Do you have a newsroom on your website?

I’d say that 99 percent of you don’t.

Let me tell you why that’s a mistake and how you can easily create the ultimate newsroom that can host your PR content, drive SEO for your website, and become the media’s go-to resource.

Let’s start with some basics.

In inbound marketing, we have the concept of the buyer persona, which is your ideal client profile. Next to investors, shareholders, and employees, the media (i.e., journalists, influencers, bloggers, and so on) is another stakeholder persona whose ideal profile you need to define—just as you do for your potential buyers.

When it comes to the buyer persona, you are probably creating subpages on your website called either Downloads or Resources where you host all of the content you have produced for these personas over time, including e-books, guides, videos, feeds of blog posts, and so forth. However, very few companies treat their media personas in the same way. 

Only the Big Guys Have Newsrooms

While writing my book, Inbound PR: The PR Agency’s Manual to Transforming Your Business With Inbound, it was difficult to find good examples of small and midsize businesses (SMBs) with a newsroom. Only the big brands seem to have embraced the opportunity. For example, Cisco has a terrific newsroom. So does Lenovo. If you want a B2C example, don’t look further than Coca-Cola or Red Bull.

So why are smaller companies shying away from leveraging an inbound PR newsroom on their website?

Because they believe that newsrooms are only for the big guys and as such, fail to see the potential ROI.

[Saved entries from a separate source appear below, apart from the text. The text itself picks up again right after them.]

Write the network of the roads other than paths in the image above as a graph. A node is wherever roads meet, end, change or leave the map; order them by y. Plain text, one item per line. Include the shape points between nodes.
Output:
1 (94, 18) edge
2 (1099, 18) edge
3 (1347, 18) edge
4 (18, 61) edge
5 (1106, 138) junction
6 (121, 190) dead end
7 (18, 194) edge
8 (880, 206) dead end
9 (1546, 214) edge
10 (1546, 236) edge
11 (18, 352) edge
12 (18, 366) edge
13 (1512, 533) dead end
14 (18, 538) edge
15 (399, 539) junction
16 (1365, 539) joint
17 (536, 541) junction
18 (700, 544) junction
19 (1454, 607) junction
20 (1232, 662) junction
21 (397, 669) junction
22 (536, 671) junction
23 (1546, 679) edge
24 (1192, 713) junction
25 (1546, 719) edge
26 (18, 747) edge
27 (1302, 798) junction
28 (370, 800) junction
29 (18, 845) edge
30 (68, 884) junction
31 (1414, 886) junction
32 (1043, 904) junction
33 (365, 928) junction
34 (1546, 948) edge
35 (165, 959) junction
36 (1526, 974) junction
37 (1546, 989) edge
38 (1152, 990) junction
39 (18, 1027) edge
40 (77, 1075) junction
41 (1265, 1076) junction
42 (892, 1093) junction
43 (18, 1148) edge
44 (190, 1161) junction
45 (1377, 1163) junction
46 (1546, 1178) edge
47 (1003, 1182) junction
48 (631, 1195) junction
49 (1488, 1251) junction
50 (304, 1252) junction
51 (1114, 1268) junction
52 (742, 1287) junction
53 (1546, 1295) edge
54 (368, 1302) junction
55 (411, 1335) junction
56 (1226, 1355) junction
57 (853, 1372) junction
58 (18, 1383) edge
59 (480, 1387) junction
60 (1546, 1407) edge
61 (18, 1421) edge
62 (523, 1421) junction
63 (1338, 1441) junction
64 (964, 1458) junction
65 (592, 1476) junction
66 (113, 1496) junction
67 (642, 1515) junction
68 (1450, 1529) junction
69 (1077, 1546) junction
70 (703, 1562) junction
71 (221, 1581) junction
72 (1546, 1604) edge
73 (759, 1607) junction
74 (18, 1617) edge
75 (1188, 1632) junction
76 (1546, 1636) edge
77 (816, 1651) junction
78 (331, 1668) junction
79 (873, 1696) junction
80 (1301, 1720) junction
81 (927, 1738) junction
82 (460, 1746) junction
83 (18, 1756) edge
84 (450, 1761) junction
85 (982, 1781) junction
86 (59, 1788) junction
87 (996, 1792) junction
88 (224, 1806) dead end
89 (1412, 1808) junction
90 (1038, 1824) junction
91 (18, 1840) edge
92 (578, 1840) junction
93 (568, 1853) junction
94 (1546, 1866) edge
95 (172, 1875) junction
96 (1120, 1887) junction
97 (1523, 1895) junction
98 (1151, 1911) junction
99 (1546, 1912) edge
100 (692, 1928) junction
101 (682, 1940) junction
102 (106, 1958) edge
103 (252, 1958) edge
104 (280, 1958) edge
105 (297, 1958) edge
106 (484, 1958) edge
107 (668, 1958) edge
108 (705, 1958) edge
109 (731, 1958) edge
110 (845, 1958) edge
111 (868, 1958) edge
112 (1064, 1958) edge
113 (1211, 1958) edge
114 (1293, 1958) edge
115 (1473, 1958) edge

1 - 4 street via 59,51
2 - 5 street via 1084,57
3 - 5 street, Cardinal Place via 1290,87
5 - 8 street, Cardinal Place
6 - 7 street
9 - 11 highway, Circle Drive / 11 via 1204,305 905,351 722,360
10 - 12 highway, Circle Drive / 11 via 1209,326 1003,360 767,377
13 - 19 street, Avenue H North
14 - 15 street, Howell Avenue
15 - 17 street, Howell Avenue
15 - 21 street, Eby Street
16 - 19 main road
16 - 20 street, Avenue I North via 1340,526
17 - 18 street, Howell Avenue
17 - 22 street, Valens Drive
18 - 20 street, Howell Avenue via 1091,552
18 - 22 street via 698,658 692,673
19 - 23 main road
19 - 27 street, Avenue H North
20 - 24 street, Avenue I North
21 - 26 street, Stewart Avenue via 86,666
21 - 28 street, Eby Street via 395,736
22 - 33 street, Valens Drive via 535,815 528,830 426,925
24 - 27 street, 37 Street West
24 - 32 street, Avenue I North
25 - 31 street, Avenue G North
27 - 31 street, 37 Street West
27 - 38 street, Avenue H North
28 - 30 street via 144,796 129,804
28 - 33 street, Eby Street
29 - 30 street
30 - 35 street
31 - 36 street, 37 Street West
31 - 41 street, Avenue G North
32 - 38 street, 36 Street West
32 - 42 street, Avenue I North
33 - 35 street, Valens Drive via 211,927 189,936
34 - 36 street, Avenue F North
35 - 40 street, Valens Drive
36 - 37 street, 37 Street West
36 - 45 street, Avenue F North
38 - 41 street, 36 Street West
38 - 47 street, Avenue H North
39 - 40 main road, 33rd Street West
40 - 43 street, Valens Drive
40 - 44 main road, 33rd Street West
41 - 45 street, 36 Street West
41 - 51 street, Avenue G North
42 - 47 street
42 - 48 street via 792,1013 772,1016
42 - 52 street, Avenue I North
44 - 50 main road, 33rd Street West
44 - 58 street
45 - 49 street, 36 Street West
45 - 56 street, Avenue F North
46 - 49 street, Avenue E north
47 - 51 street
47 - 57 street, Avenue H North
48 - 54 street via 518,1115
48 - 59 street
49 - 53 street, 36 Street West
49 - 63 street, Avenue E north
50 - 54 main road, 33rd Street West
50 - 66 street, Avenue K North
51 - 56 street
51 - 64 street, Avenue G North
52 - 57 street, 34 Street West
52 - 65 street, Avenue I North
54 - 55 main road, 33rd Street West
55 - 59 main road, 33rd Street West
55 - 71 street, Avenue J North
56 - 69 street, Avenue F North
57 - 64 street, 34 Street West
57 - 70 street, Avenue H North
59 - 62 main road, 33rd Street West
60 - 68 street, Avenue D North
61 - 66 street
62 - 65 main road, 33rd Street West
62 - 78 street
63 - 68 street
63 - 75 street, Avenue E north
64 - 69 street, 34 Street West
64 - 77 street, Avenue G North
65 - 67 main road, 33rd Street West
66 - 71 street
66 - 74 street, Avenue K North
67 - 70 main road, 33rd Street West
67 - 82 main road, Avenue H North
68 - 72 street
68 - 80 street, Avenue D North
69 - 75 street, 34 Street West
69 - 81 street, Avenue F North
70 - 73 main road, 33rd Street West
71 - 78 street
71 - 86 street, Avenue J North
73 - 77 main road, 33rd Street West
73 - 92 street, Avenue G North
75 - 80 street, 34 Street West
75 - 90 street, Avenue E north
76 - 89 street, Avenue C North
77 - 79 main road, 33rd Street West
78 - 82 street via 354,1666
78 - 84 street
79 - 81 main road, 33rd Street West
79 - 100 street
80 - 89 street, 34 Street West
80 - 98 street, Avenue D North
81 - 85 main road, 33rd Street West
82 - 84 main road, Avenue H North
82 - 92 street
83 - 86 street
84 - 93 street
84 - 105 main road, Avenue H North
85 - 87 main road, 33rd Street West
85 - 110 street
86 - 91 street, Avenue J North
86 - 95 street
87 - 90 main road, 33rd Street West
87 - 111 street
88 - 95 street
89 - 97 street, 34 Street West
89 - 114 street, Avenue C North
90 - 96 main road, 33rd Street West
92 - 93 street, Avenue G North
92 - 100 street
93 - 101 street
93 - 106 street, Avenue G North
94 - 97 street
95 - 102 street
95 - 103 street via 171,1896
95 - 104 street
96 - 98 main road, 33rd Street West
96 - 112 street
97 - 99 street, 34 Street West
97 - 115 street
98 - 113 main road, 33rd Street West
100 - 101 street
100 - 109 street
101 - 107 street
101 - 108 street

Combine inbound marketing and PR to increase visibility, credibility, brand  recognition, and the potential to reach your target audience. 

What Media People Want

Research shows that only 6 percent of journalists feel that digital newsrooms meet their expectations. In addition:

  • Ninety-five percent of reporters are accessing company websites at least monthly and 41 percent are visiting newsrooms daily.
  • Journalists rank the following features as most important when it comes to a digital newsroom: having accurate contact information (90%), access to photos and video content (76%), current news and information (71%), and easy search tools to find content (55%).
  • Sixty-nine percent of journalists never subscribe to company emails, yet 50 percent say that it’s important to be able to subscribe.

Inbound PR Is a Must

What this data shows is that media people want to be treated the same way as buyers—with an inbound rather than an outbound approach. They go through a research process of their own, via company websites and content, in order to either find an idea for a story or decide who and what information they want to feature in an upcoming piece.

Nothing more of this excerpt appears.